И сам Обломов и Штольц покатились со смеху.
— Сыро в поле, — заключил Обломов, — темно, туман, как опрокинутое море, висит над рожью, лошади вздрагивают плечом и бьют копытами: пора домой. В доме уж засветились огни, на кухне стучат в пятеро ножей, сковорода грибов, котлеты, ягоды… тут музыка… Casta diva… Casta diva! — запел Обломов. — Не могу равнодушно вспомнить Casta diva, — сказал он, пропев начало каватины, — как выплакивает сердце эта женщина! Какая грусть заложена в эти звуки!.. И никто не знает ничего вокруг… Она одна… Тайна тяготит ее, она вверяет ее луне…
— Ты любишь эту арию? Я очень рад, ее прекрасно поет Ольга Ильинская. Я познакомлю тебя — вот голос, вот пение! Да и сама она что за очаровательное дитя! Впрочем, может быть я пристрастно сужу: у меня к ней слабость… Однакож не отвлекайся, не отвлекайся, — прибавил Штольц, — рассказывай!
— Ну, — продолжал Обломов. — что еще?.. Да тут и все!.. Гости расходятся по флигелям, по павильонам, а завтра разбрелись: кто удить, кто с ружьем, а кто так, просто, сидит себе…
— Просто, ничего в руках? — спросил Штольц.
— Чего тебе надо? Ну, носовой платок, пожалуй. Что ж, тебе не хотелось бы так пожить? — спросил Обломов. — А? Это не жизнь?
— И весь век так? — спросил Штольц.
— До седых волос, до гробовой доски. Это жизнь!
— Нет, это не жизнь!
— Как не жизнь? Чего тут нет? Ты подумай, что ты не увидал бы ни одного бледного, страдальческого лица, никакой заботы, ни одного вопроса о сенате, о бирже, об акциях, о докладах, о приеме у министра, о чинах, о прибавке столовых денег. А всё разговоры по душе! Тебе никогда не понадобилось бы переезжать с квартиры — уж это одно чего стоит! И это не жизнь?
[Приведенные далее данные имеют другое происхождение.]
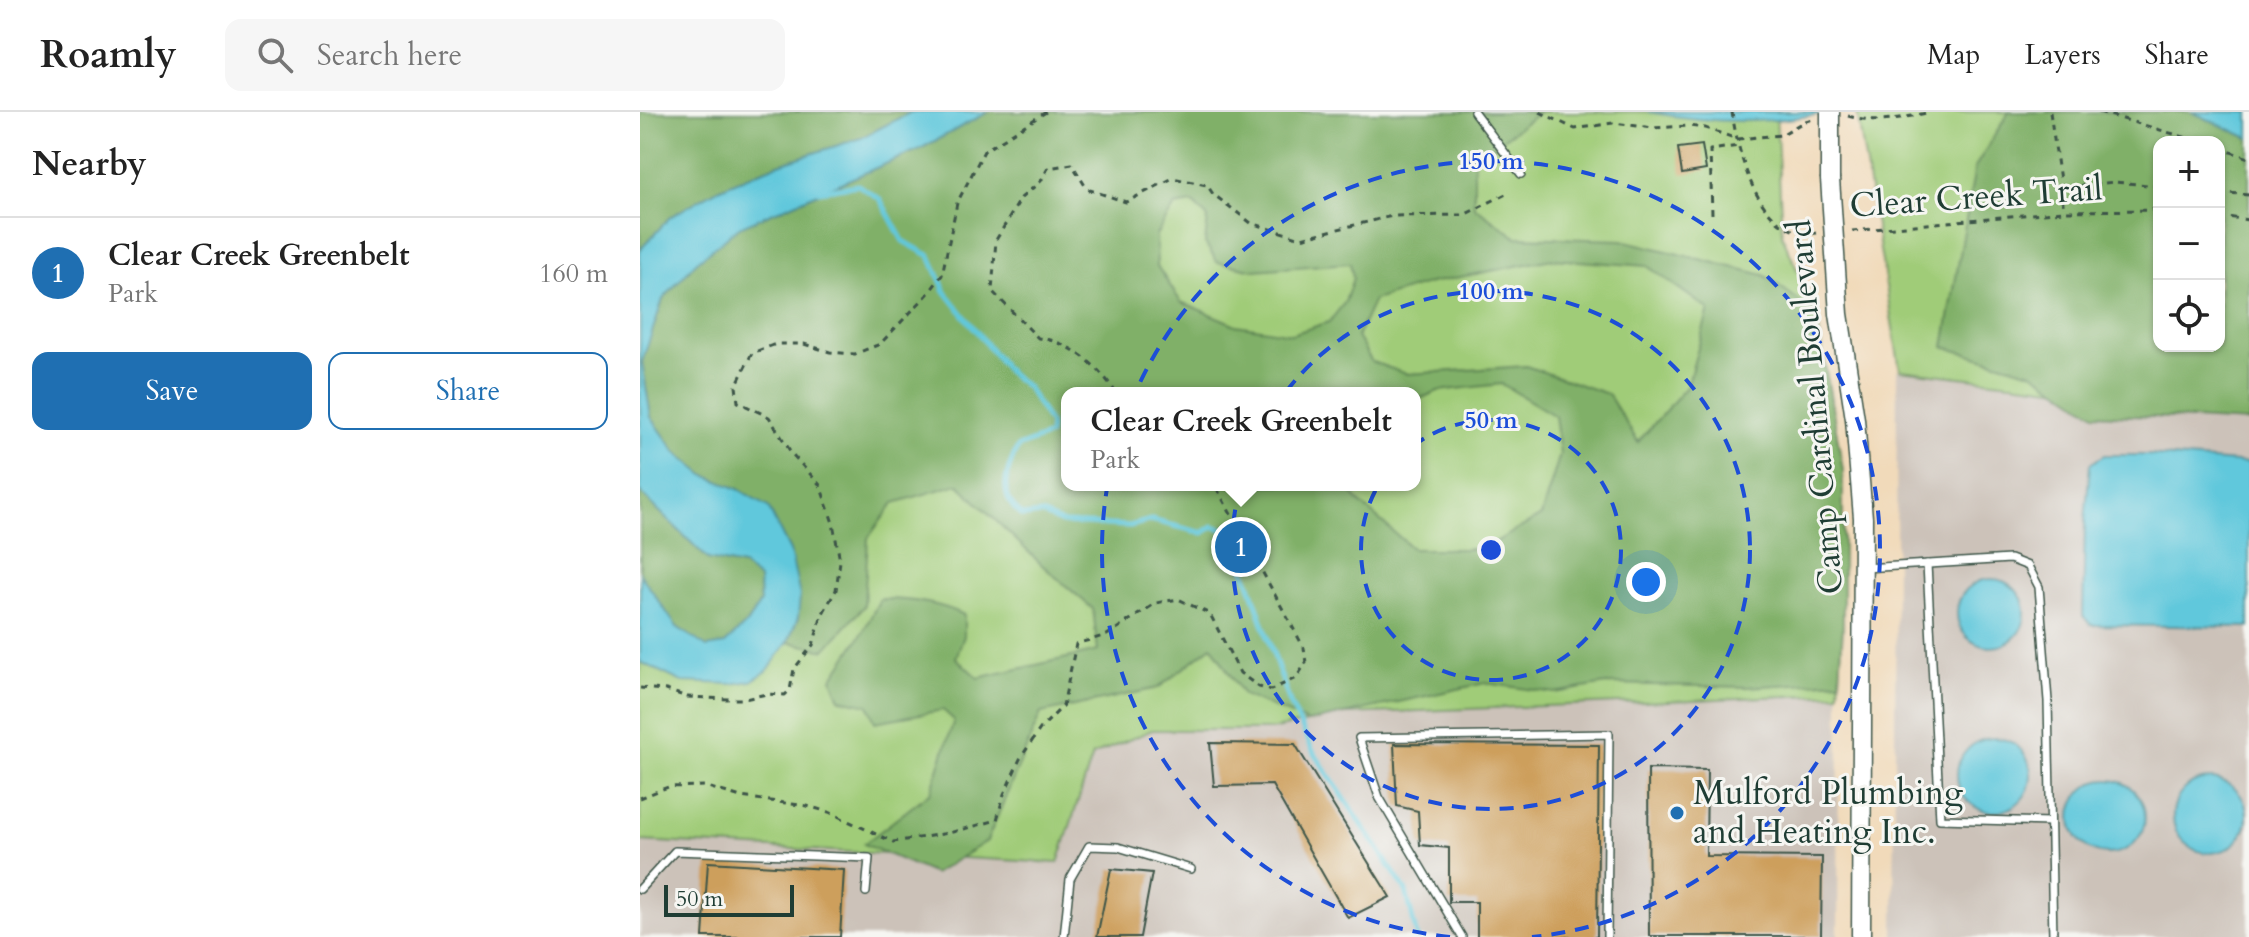 <!DOCTYPE html>
<html lang="en">
<head>
<meta charset="utf-8">
<style>
  :root { --surface:#fff; --page:#f6f6f6; --text:#222; --muted:#767676; --line:#e0e0e0; --accent:#1f6fb2 }
  body { margin:0; font-family:Cardo,serif; background:var(--page); color:var(--text) }
  .controls { position:absolute; right:24px; top:24px; display:grid; overflow:hidden; border-radius:16px; box-shadow:0 2px 6px #0004 }
  .controls button { width:72px; height:72px; display:grid; place-items:center; padding:0; border:0; border-bottom:2px solid var(--line); background:var(--surface); color:var(--text); font:40px sans-serif }
  .scale { position:absolute; left:24px; bottom:20px; width:130px; box-sizing:border-box; padding-left:8px; border:4px solid #1f3d34; border-top:0; font-size:22px; line-height:28px; white-space:nowrap; color:#1f3d34; -webkit-text-stroke:6px #f6f6f2; paint-order:stroke }
  .you { position:absolute; left:1006px; top:470px; width:28px; height:28px; margin:-20px; border:6px solid #fff; border-radius:50%; background:#1a73e8; box-shadow:0 0 0 12px #1a73e833 }
  .badge { display:grid; place-items:center; width:52px; height:52px; border-radius:50%; background:var(--accent); color:#fff; font-size:26px; font-weight:700 }
  .pin { position:absolute; translate:-50% -50%; border:4px solid #fff; box-shadow:0 2px 8px #0006 }
  .popup { position:absolute; left:421px; top:275px; width:360px; height:104px; box-sizing:border-box; display:grid; place-content:center; border-radius:16px; background:var(--surface); filter:drop-shadow(0 2px 6px #0005); font-size:26px; white-space:nowrap; color:var(--muted) }
  .popup b { font-size:30px; color:var(--text) }
  .popup::after { content:''; position:absolute; left:50%; top:100%; margin-left:-16px; border:16px solid transparent; border-top-color:var(--surface) }
  .list { margin:0; padding:0; list-style:none }
  h2 { display:flex; justify-content:space-between; align-items:center; height:104px; margin:0; padding:0 32px; font-size:34px }
  h2 small { font-size:26px; font-weight:400; color:var(--muted) }
  .list li { display:grid; grid-template-columns:52px 1fr auto; gap:24px; align-items:center; box-sizing:border-box; height:112px; padding:0 32px; border-top:2px solid var(--line) }
  .list b { display:block; font-size:30px; white-space:nowrap }
  .list p { margin:0; font-size:26px; white-space:nowrap; color:var(--muted) }
  .list em { font-size:26px; font-style:normal; color:var(--muted) }
  .actions { display:flex; gap:16px; padding:24px 32px }
  .actions a { flex:1; padding:18px 0; border:2px solid var(--accent); border-radius:16px; text-align:center; font-size:28px; color:var(--accent) }
  .actions .main { background:var(--accent); color:#fff }
  .icon { flex:none; width:44px; height:44px; fill:none; stroke:currentColor; stroke-width:2; stroke-linecap:round; stroke-linejoin:round }
  .map { position:relative; flex:none; width:1609px; height:825px; overflow:hidden }
  header { display:flex; align-items:center; gap:48px; box-sizing:border-box; height:112px; padding:0 40px; background:var(--surface); border-bottom:2px solid var(--line) }
  header strong { font-size:38px }
  nav { display:flex; gap:44px; margin-inline-start:auto; font-size:28px }
  .search { width:560px; height:72px; background:var(--page); display:flex; align-items:center; gap:20px; box-sizing:border-box; padding:0 28px; border-radius:16px; color:var(--muted); font-size:30px }
  main { display:flex }
  aside { flex:1; background:var(--surface) }
  .map>svg:first-child { display:block }
</style>
</head>
<body>
<header>
<strong>Roamly</strong>
<div class="search"><svg class="icon" aria-label="search" viewBox="0 0 24 24"><circle cx="10" cy="10" r="6"/><path d="M15 15l6 6"/></svg>Search here</div>
<nav><a>Map</a><a>Layers</a><a>Share</a></nav>
</header>
<main>
<aside>
<h2>Nearby<small></small></h2>
<ul class="list">
<li><span class="badge">1</span><div><b>Clear Creek Greenbelt</b><p>Park</p></div><em>160 m</em></li>
</ul>
<div class="actions"><a class="main">Save</a><a>Share</a></div>
</aside>
<div class="map">
<svg width="1609" height="825" viewBox="0 0 1609 825">
  <rect width="100%" height="100%" fill="#f6f6f2"/>
  <filter id="ink" filterUnits="userSpaceOnUse"><feTurbulence type="fractalNoise" baseFrequency=".0125" numOctaves="2"/><feDisplacementMap in="SourceGraphic" scale="16" xChannelSelector="R" yChannelSelector="G"/><feConvolveMatrix kernelMatrix="1 2 1 2 8 2 1 2 1" color-interpolation-filters="sRGB"/></filter>
  <filter id="wash" filterUnits="userSpaceOnUse"><feTurbulence type="fractalNoise" baseFrequency=".006" numOctaves="4" result="noise"/><feDisplacementMap in="SourceGraphic" scale="32" xChannelSelector="R" yChannelSelector="G"/><feGaussianBlur stdDeviation="1.8" result="paint"/><feColorMatrix in="noise" values="0 0 0 0 0 0 0 0 0 0 0 0 0 0 0 0 0 1.4 0 .05"/><feComposite in="paint" operator="in"/></filter>
  <g filter="url(#wash)">
    <rect width="100%" height="100%" fill="#f1daba"/>
    <g fill="#ccc2b9">
      <polygon points="1257,258 1609,299 1609,825 1254,825"/>
      <polygon points="1199,582 1198,825 0,825 0,729 418,751 427,614"/>
    </g>
    <g fill="#a0cc78" stroke="#608456" stroke-width="2" fill-rule="evenodd">
      <path d="M0,0h1136l6,123 34,78 27,157v153l-4,71 -541,22 10,6 -38,8h-118l-59,25 -35,108 -418,-22zM427,281h348v92h-348z"/>
      <path d="M1217,0h336l56,25v274l-349,-41zM1519,30h60v204h-60z"/>
    </g>
    <g fill="#80b068" stroke="#50764e" stroke-width="2" fill-rule="evenodd">
      <polygon points="0,0 271,0 221,26 136,53 78,77 30,105 0,138"/>
      <path d="M348,0h552l-66,48v46l42,31 106,3 142,35 52,38 27,157v153l-3,58 -93,6 -141,-3 -51,9 -70,-10 -177,39 -65,-27 -31,-49 -54,42 -117,25 -54,128 -53,33 -70,-30 67,-52 23,-72 -11,-10 -68,12 -7,-17 -28,-6 -8,-20 31,-47 17,-33c29,0 58,3 84,16v21l-8,22 22,20 120,-27 -5,-42 -51,-44 -84,-81 -64,19 -26,35 -4,68 -39,44 -37,-8 10,-24 -8,-67 -22,-43 -30,-19 -34,-14 -28,-23 -25,-35 -9,-55 21,-63 32,-36 44,-36 181,-78zM553,91l15,15 -3,25 12,19 37,8 96,-7 3,15 -8,24 -16,20 -37,12 -56,-9 -55,-23 -24,-36 -1,-31 19,-29zM912,147l95,7 62,44 -22,76 -49,56 -30,-48 -82,-28 -119,8 -35,-12 -15,-25 17,-37 56,-17zM862,272l53,32 5,38 -19,62 -58,33h-70l-54,-47 -14,-17h-278v-92h348v8l23,-10z"/>
      <path d="M1369,0h183l57,26v284l-154,-8 -63,-42 -88,-25 31,-180zM1519,30h60v204h-60z"/>
      <polygon points="0,380 68,447 103,454 119,466 120,491 109,509 85,532 67,535 37,515 4,469 0,462"/>
    </g>
    <g fill="#60c8dc" stroke="#408288" stroke-width="2">
      <polygon points="271,0 348,0 280,37 99,115 55,151 23,187 2,250 11,305 36,340 64,363 98,377 128,395 150,439 160,484 158,506 148,530 127,559 111,569 91,572 42,570 0,550 0,462 37,515 67,535 85,532 109,509 120,491 119,467 103,454 68,447 0,380 0,138 30,105 78,77 136,53 221,26"/>
      <path d="M1008,0h184c-61,13 -123,11 -184,0z"/>
      <polygon points="1552,0 1609,0 1609,26"/>
      <polygon points="1464,343 1507,343 1609,351 1609,515 1451,513 1443,504 1445,409 1450,352"/>
      <circle cx="1351" cy="501" r="34"/>
      <circle cx="1354" cy="663" r="37"/>
      <circle cx="1570" cy="704" r="37"/>
      <circle cx="1468" cy="705" r="37"/>
    </g>
    <g fill="none" stroke-linecap="round" stroke-linejoin="round">
      <path stroke="#60c8dc" stroke-width="5" d="M179,79l39,-6 22,14 23,42 27,15 15,35 64,82 18,14 23,37 -1,11 -31,12c-13,26 -21,50 5,69l19,-2 20,9 68,3 21,-6 52,13 10,-7 13,4 23,52 41,121 23,48 93,140 11,46"/>
    </g>
    <g id="blocks">
      <g fill="#cd9f5c">
        <polygon points="1062,33 1066,58 1042,62 1038,36"/>
        <polygon points="570,631 655,632 750,785 708,806 632,673 574,674"/>
        <polygon points="754,632 959,633 957,825 837,825 837,790 809,790 809,736 780,733 778,699 757,694"/>
        <polygon points="1008,657 1067,658 1066,744 1182,745 1181,824 1009,824"/>
        <polygon points="68,750 204,758 200,825 63,825"/>
        <polygon points="471,757 512,761 500,825 457,825"/>
      </g>
    </g>
  </g>
  <g filter="url(#ink)">
    <use href="#blocks" fill-opacity="0" stroke="#3e5548" stroke-width="2"/>
    <g fill="none" stroke-linecap="round" stroke-linejoin="round">
      <g stroke="#3e5548" stroke-width="10">
        <g id="service">
          <polyline points="834,0 881,62"/>
          <polyline points="1287,452 1300,707 1410,710"/>
          <polyline points="1224,456 1370,447 1388,454 1399,475 1408,589 1413,825"/>
          <polyline points="0,777 35,739 229,746 226,780"/>
          <polyline points="424,825 430,767 449,734 478,735 551,757"/>
          <polyline points="822,825 739,685 719,626 969,622 967,825"/>
        </g>
      </g>
      <g stroke="#3e5548" stroke-width="21">
        <polyline id="tertiary" points="1190,67 1199,202 1215,307 1223,406 1221,825"/>
      </g>
      <g stroke="#3e5548" stroke-width="3" stroke-dasharray="6 6" stroke-linecap="butt">
        <polyline points="900,0 935,17 973,11 1013,16 1048,14 1065,16 1097,27 1141,23 1165,9 1173,7"/>
        <path d="M1092,0c6,43 27,127 84,121"/>
        <polyline points="1410,0 1421,75 1475,70 1519,74"/>
        <polyline points="1459,0 1561,30"/>
        <path d="M1208,4c28,8 55,2 83,-4"/>
        <polyline points="1579,36 1609,46"/>
        <polyline points="1421,75 1424,99"/>
        <polyline points="1579,80 1609,83"/>
        <polyline points="1072,102 1070,38 1099,34"/>
        <polyline points="1579,104 1609,108"/>
        <polyline points="1212,119 1424,99 1519,98"/>
        <path d="M476,281c-17,-27 -46,-52 -78,-55l-46,-47 4,-51 25,-42 20,-17 7,-13 24,-4 15,25 39,13 47,-24 34,7 6,9 38,29 50,15 91,-22 72,-1 46,-23"/>
        <polyline points="0,576 26,578 47,585 88,587 105,587 126,582 145,583 150,578 154,557 173,533 182,503 196,478 200,449 193,411 180,373 152,342 129,305 98,290 96,274 112,241 136,232 164,232 190,240 215,242 240,232 288,182 302,163 317,91 344,39 406,0"/>
        <polyline points="0,686 28,675 64,674 101,685 167,694 189,700 253,730 309,721 357,708 364,682 380,647 400,617 423,594 436,532 467,523 516,491 538,487 570,502 600,561 619,575 631,578 656,566 666,551 664,536 575,373"/>
      </g>
      <use href="#service" stroke="#fff" stroke-width="7"/>
      <use href="#tertiary" stroke="#fff" stroke-width="18"/>
      <g stroke="#3e5548" stroke-width="21" stroke-linecap="butt">
        <polyline id="tertiary-bridge" points="1190,0 1190,67"/>
      </g>
      <use href="#tertiary-bridge" stroke="#fff" stroke-width="18"/>
    </g>
  </g>
  <g fill="none" stroke="#1d4ed8" stroke-width="4" stroke-dasharray="14 10">
    <circle cx="851" cy="438" r="130"/>
    <circle cx="851" cy="438" r="259"/>
    <path d="M810 825A389 389 0 1 1 892 825"/>
  </g>
  <circle fill="#1f6fb2" stroke="#f6f6f2" stroke-width="3" cx="1037" cy="701" r="8"/>
  <g text-anchor="middle" dominant-baseline="central" stroke-width="6" stroke-linejoin="round" paint-order="stroke">
    <g font-size="34" fill="#1f3d34" stroke="#f6f6f2">
      <text transform="translate(1336 85) rotate(-4)">Clear Creek Trail</text>
      <text transform="translate(1175 295) rotate(-95)">Camp Cardinal Boulevard</text>
    </g>
    <g font-size="34" fill="#1f3d34" stroke="#f6f6f2" text-anchor="start">
      <text x="1053" y="681">Mulford Plumbing<tspan x="1053" dy="39">and Heating Inc.</tspan></text>
    </g>
  </g>
  <circle cx="851" cy="438" r="12" fill="#1d4ed8" stroke="#f6f6f2" stroke-width="4"/>
  <g font-size="24" text-anchor="middle" font-weight="bold" fill="#1d4ed8" stroke="#f6f6f2" stroke-width="6" stroke-linejoin="round" paint-order="stroke">
    <text x="851" y="57">150 m</text>
    <text x="851" y="187">100 m</text>
    <text x="851" y="316">50 m</text>
  </g>
</svg>
<div class="controls">
<button>+</button>
<button>−</button>
<button><svg class="icon" aria-label="locate" viewBox="0 0 24 24"><circle cx="12" cy="12" r="6"/><path d="M12 2v4M12 18v4M2 12h4M18 12h4"/></svg></button>
</div>
<div class="scale">50 m</div>
<div class="you"></div>
<div class="pin badge" style="left:601px;top:435px">1</div>
<div class="popup"><b>Clear Creek Greenbelt</b>Park</div>
</div>
</main>
</body>
</html>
— Это не жизнь! — упрямо повторил Штольц.
— Что ж это, по-твоему?
— Это… (Штольц задумался и искал, как назвать эту жизнь.) Какая-то… обломовщина, — сказал он наконец.
— О-бло-мовщина! — медленно произнес Илья Ильич, удивляясь этому странному слову и разбирая его по складам. — Об-ло-мов-щина!
Он странно и пристально глядел на Штольца.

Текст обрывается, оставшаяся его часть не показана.